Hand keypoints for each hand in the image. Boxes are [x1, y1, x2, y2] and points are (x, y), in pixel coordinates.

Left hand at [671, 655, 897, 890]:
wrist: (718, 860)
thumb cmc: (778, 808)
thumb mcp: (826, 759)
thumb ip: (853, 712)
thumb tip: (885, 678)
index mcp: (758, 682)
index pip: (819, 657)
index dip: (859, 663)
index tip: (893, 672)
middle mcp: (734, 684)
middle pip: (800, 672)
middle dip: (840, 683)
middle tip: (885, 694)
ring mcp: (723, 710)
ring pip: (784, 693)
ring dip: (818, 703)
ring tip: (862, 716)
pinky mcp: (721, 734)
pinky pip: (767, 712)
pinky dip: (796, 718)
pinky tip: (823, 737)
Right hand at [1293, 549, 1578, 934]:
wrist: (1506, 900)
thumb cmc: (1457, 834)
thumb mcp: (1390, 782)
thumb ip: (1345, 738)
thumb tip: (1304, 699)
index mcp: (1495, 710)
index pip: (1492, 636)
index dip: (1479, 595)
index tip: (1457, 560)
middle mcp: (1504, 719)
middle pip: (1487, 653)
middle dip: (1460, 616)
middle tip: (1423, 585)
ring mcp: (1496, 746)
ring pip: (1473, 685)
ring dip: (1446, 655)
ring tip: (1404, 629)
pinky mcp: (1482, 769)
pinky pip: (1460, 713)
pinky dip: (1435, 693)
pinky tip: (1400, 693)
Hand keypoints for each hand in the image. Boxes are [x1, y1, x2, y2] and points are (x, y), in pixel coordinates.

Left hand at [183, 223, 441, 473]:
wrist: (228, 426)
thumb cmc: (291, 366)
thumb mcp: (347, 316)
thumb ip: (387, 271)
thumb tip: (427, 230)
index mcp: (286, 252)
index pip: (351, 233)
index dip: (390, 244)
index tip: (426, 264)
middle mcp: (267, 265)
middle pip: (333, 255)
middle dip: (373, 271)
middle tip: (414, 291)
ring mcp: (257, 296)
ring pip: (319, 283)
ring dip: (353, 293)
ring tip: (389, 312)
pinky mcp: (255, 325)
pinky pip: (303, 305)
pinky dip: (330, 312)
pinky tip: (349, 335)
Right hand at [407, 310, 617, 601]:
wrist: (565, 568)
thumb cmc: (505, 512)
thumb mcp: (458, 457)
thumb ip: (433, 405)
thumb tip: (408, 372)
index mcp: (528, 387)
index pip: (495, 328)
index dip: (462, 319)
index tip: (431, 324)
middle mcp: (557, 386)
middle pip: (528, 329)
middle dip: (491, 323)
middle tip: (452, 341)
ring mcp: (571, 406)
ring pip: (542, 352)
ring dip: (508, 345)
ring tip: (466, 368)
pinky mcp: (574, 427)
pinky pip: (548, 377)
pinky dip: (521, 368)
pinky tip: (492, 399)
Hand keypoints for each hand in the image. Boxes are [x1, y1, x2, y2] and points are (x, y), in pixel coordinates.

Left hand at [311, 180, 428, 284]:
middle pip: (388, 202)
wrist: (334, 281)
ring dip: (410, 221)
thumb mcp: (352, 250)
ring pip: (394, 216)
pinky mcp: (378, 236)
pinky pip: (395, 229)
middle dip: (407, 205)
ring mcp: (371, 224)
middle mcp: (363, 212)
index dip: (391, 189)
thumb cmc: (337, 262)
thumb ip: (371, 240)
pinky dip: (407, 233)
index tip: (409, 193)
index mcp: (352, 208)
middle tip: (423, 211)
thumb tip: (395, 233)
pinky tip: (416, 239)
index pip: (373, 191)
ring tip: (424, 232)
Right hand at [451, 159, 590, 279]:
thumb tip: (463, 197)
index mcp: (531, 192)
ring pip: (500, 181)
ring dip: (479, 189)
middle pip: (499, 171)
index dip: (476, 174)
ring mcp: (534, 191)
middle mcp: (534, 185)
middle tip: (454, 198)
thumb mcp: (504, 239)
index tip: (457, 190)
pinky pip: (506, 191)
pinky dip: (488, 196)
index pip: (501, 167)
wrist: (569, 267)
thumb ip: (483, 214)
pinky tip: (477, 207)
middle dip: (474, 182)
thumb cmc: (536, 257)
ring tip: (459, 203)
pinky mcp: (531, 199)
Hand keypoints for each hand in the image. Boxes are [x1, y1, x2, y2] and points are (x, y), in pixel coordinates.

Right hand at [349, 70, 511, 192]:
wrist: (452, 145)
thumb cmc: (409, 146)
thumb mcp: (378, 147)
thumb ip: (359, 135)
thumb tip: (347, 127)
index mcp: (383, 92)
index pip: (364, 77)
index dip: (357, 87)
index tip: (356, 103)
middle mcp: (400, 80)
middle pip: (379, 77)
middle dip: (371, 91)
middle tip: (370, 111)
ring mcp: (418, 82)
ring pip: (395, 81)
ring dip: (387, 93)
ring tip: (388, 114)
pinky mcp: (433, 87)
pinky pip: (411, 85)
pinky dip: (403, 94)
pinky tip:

--------------------------------

The answer should be the full set of records, reproduced exactly.

Hand keypoints for each hand in the image. Boxes are [x1, y1, x2, y2] and points are (x, y), in pixel coordinates.

Left hand at [671, 655, 897, 890]:
wrist: (718, 860)
thumb cmc: (778, 808)
thumb mcp: (826, 759)
thumb ip: (853, 712)
thumb tip: (885, 678)
index mcp: (758, 682)
index pip: (819, 657)
index dip: (859, 663)
index tip: (893, 672)
middle mcp: (734, 684)
middle pip: (800, 672)
middle dip: (840, 683)
middle tip: (885, 694)
ring mcp: (723, 710)
ring pip: (784, 693)
ring dip: (818, 703)
ring tip: (862, 716)
pinky mcp: (721, 734)
pinky pip: (767, 712)
pinky dip: (796, 718)
pinky tip: (823, 737)
Right hand at [1293, 549, 1578, 934]:
wrist: (1506, 900)
thumb cmc: (1457, 834)
thumb mcp: (1390, 782)
thumb ip: (1345, 738)
thumb tip: (1304, 699)
index mcp: (1495, 710)
index pip: (1492, 636)
index dip: (1479, 595)
index tip: (1457, 560)
middle mcp: (1504, 719)
middle pip: (1487, 653)
middle dip: (1460, 616)
middle tip: (1423, 585)
ring mcp: (1496, 746)
ring pip: (1473, 685)
ring dip: (1446, 655)
ring tip: (1404, 629)
pinky mcp: (1482, 769)
pinky pip: (1460, 713)
pinky dip: (1435, 693)
pinky tip: (1400, 693)
Hand keypoints for each hand in the image. Boxes are [x1, y1, x2, y2] and points are (x, y), in pixel coordinates.

Left hand at [183, 223, 441, 473]:
wrist: (228, 426)
thumb cmc: (291, 366)
thumb mcp: (347, 316)
thumb ip: (387, 271)
thumb tip: (427, 230)
index mcp: (286, 252)
index pip: (351, 233)
index dip: (390, 244)
index tip: (426, 264)
middle mcp: (267, 265)
middle pip: (333, 255)
middle dip: (373, 271)
middle tip: (414, 291)
ring mcp: (257, 296)
ring pip: (319, 283)
ring dip: (353, 293)
ring tip: (389, 312)
pinky mcp: (255, 325)
pinky pip: (303, 305)
pinky dip: (330, 312)
pinky tip: (349, 335)
Right hand at [407, 310, 617, 601]:
wrist: (565, 568)
thumb cmc: (505, 512)
thumb mcp: (458, 457)
thumb ip: (433, 405)
thumb tip: (408, 372)
index mcp: (528, 387)
index pip: (495, 328)
index dip: (462, 319)
index tip: (431, 324)
middle mcp: (557, 386)
middle pip: (528, 329)
middle dip: (491, 323)
middle tip: (452, 341)
ring mcp: (571, 406)
ring pip: (542, 352)
ring dip: (508, 345)
ring tip: (466, 368)
pinky mcp: (574, 427)
pinky pip: (548, 377)
pinky dip: (521, 368)
pinky tip: (492, 399)
Hand keypoints for each hand in the image. Boxes are [x1, y1, x2, y2] and points are (x, y), in pixel coordinates.

Left hand at [311, 180, 428, 284]:
middle pip: (388, 202)
wrist: (334, 281)
ring dip: (410, 221)
thumb mcp: (352, 250)
ring pip: (394, 216)
pinky mcp: (378, 236)
pinky pip: (395, 229)
middle dip: (407, 205)
ring mcp: (371, 224)
middle mcp: (363, 212)
index dip: (391, 189)
thumb cmc: (337, 262)
thumb ip: (371, 240)
pinky dip: (407, 233)
index tip: (409, 193)
index mcp: (352, 208)
middle tip: (423, 211)
thumb tip: (395, 233)
pinky tip: (416, 239)
index pip: (373, 191)
ring tip: (424, 232)
Right hand at [451, 159, 590, 279]:
thumb tip: (463, 197)
index mcp: (531, 192)
ring pip: (500, 181)
ring dip: (479, 189)
middle pip: (499, 171)
index dip: (476, 174)
ring mcp: (534, 191)
middle mcp: (534, 185)
middle tip: (454, 198)
thumb mcp: (504, 239)
index tip: (457, 190)
pinky pip: (506, 191)
pinky dip: (488, 196)
index pip: (501, 167)
wrist: (569, 267)
thumb ip: (483, 214)
pinky tip: (477, 207)
middle dip: (474, 182)
thumb cmc: (536, 257)
ring tip: (459, 203)
pinky mcp: (531, 199)
Hand keypoints for each hand in the image. Boxes are [x1, y1, x2, y2] and points are (x, y), in pixel coordinates.

Right hand at [349, 70, 511, 192]:
wrist: (452, 145)
thumb cmc: (409, 146)
thumb mcp: (378, 147)
thumb ip: (359, 135)
thumb tip: (347, 127)
index mcp: (383, 92)
index pip: (364, 77)
index dip: (357, 87)
index tip: (356, 103)
middle mcp: (400, 80)
middle pip: (379, 77)
middle dip: (371, 91)
middle tip: (370, 111)
ring mcp: (418, 82)
ring pip: (395, 81)
ring dip: (387, 93)
ring tip: (388, 114)
pinky mcp: (433, 87)
pinky pip: (411, 85)
pinky dip: (403, 94)
pinky tip:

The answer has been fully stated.